## What you are asked to do:
All entries below must be retyped exactly, though pictures are to be skipped.

---------- Data provided

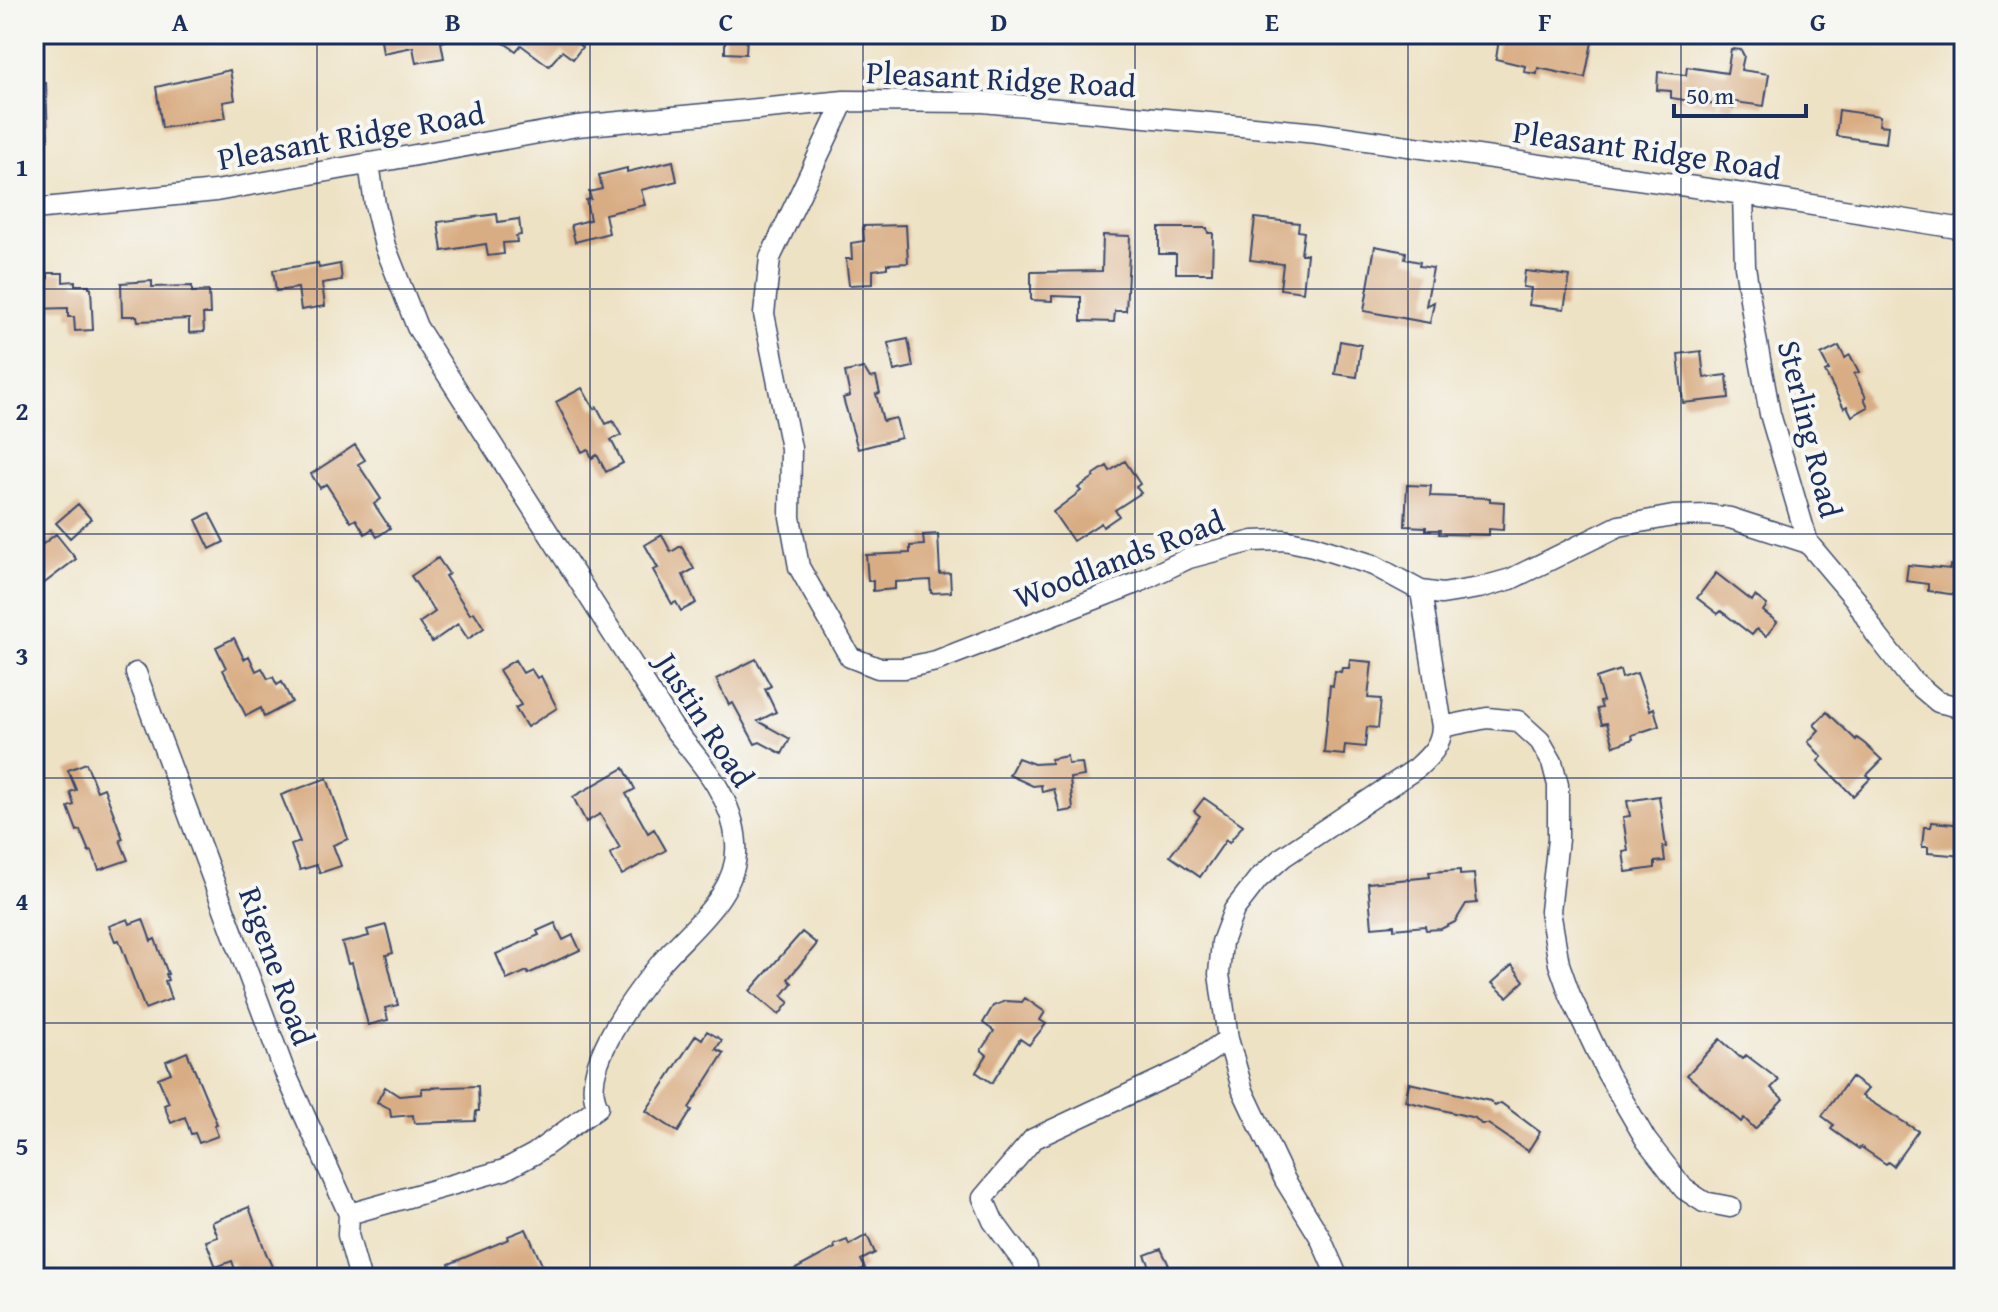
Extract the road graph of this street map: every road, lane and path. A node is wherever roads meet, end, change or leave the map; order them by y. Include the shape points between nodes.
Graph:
1 (844, 101) junction
2 (369, 163) junction
3 (1743, 194) junction
4 (34, 209) edge
5 (1964, 229) edge
6 (1808, 543) junction
7 (1421, 591) junction
8 (136, 673) dead end
9 (1964, 708) edge
10 (1442, 727) junction
11 (1228, 1039) junction
12 (1730, 1207) dead end
13 (349, 1214) junction
14 (1027, 1267) dead end
15 (360, 1278) edge
16 (1338, 1278) edge

1 - 2 street, Pleasant Ridge Road via 577,126
1 - 3 street, Pleasant Ridge Road via 983,102 1317,133
1 - 7 street, Woodlands Road via 770,258 764,314 791,448 790,517 799,567 850,657 878,668 936,661 1189,558 1253,541 1313,546 1373,565
2 - 4 street, Pleasant Ridge Road via 216,191
2 - 13 street, Justin Road via 385,246 417,327 673,728 707,770 734,825 737,846 725,890 660,964 610,1037 594,1078 598,1107 504,1170
3 - 5 street, Pleasant Ridge Road
3 - 6 street, Sterling Road via 1745,266 1770,414
6 - 7 street via 1730,518 1673,516 1619,526 1511,579 1442,594
6 - 9 street, Sterling Road via 1911,679 1938,702
7 - 10 street
8 - 13 street, Rigene Road via 284,1070
10 - 11 street via 1434,753 1417,768 1283,857 1234,910 1222,942 1219,974
10 - 12 street via 1487,718 1518,721 1540,741 1558,785 1550,911 1570,995 1646,1140 1684,1189 1704,1202
11 - 14 street via 1185,1068 1033,1139 983,1198
11 - 16 street via 1243,1091
13 - 15 street, Rigene Road via 348,1235

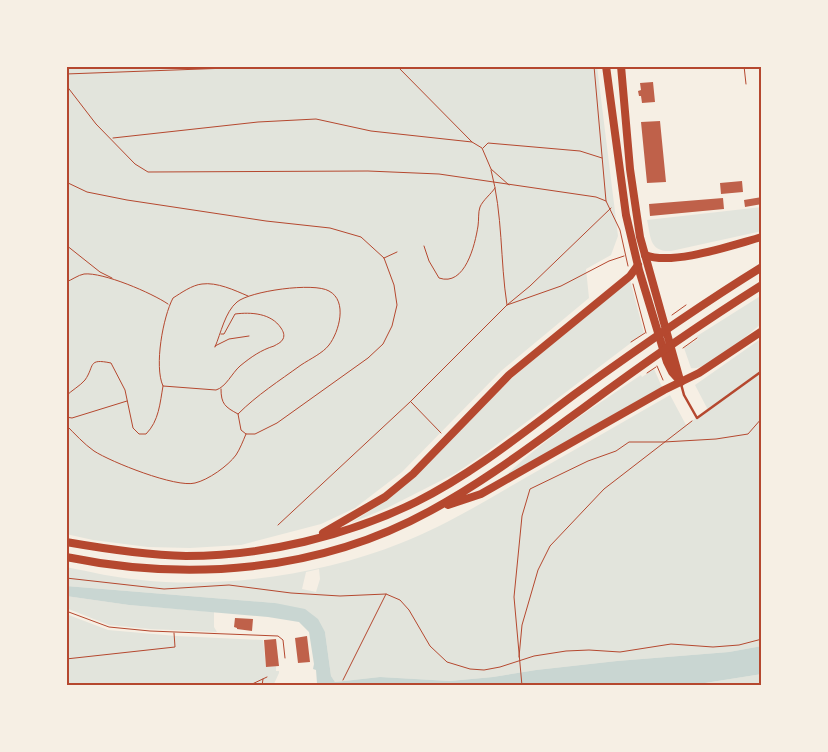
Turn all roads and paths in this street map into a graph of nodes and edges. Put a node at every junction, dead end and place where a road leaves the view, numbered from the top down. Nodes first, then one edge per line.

--------------------

## Exercise output:
Extract the road graph of this street map: every road, lane and path. A node is wherever roads meet, end, change or leave the map; order them by y. Include the shape points between nodes.
Graph:
1 (844, 101) junction
2 (369, 163) junction
3 (1743, 194) junction
4 (34, 209) edge
5 (1964, 229) edge
6 (1808, 543) junction
7 (1421, 591) junction
8 (136, 673) dead end
9 (1964, 708) edge
10 (1442, 727) junction
11 (1228, 1039) junction
12 (1730, 1207) dead end
13 (349, 1214) junction
14 (1027, 1267) dead end
15 (360, 1278) edge
16 (1338, 1278) edge

1 - 2 street, Pleasant Ridge Road via 577,126
1 - 3 street, Pleasant Ridge Road via 983,102 1317,133
1 - 7 street, Woodlands Road via 770,258 764,314 791,448 790,517 799,567 850,657 878,668 936,661 1189,558 1253,541 1313,546 1373,565
2 - 4 street, Pleasant Ridge Road via 216,191
2 - 13 street, Justin Road via 385,246 417,327 673,728 707,770 734,825 737,846 725,890 660,964 610,1037 594,1078 598,1107 504,1170
3 - 5 street, Pleasant Ridge Road
3 - 6 street, Sterling Road via 1745,266 1770,414
6 - 7 street via 1730,518 1673,516 1619,526 1511,579 1442,594
6 - 9 street, Sterling Road via 1911,679 1938,702
7 - 10 street
8 - 13 street, Rigene Road via 284,1070
10 - 11 street via 1434,753 1417,768 1283,857 1234,910 1222,942 1219,974
10 - 12 street via 1487,718 1518,721 1540,741 1558,785 1550,911 1570,995 1646,1140 1684,1189 1704,1202
11 - 14 street via 1185,1068 1033,1139 983,1198
11 - 16 street via 1243,1091
13 - 15 street, Rigene Road via 348,1235

Turn all roads and paths in this street map into a graph of nodes and edges. Put a node at every junction, dead end and place where a road leaves the view, numbered from the top down. Nodes first, then one edge per line.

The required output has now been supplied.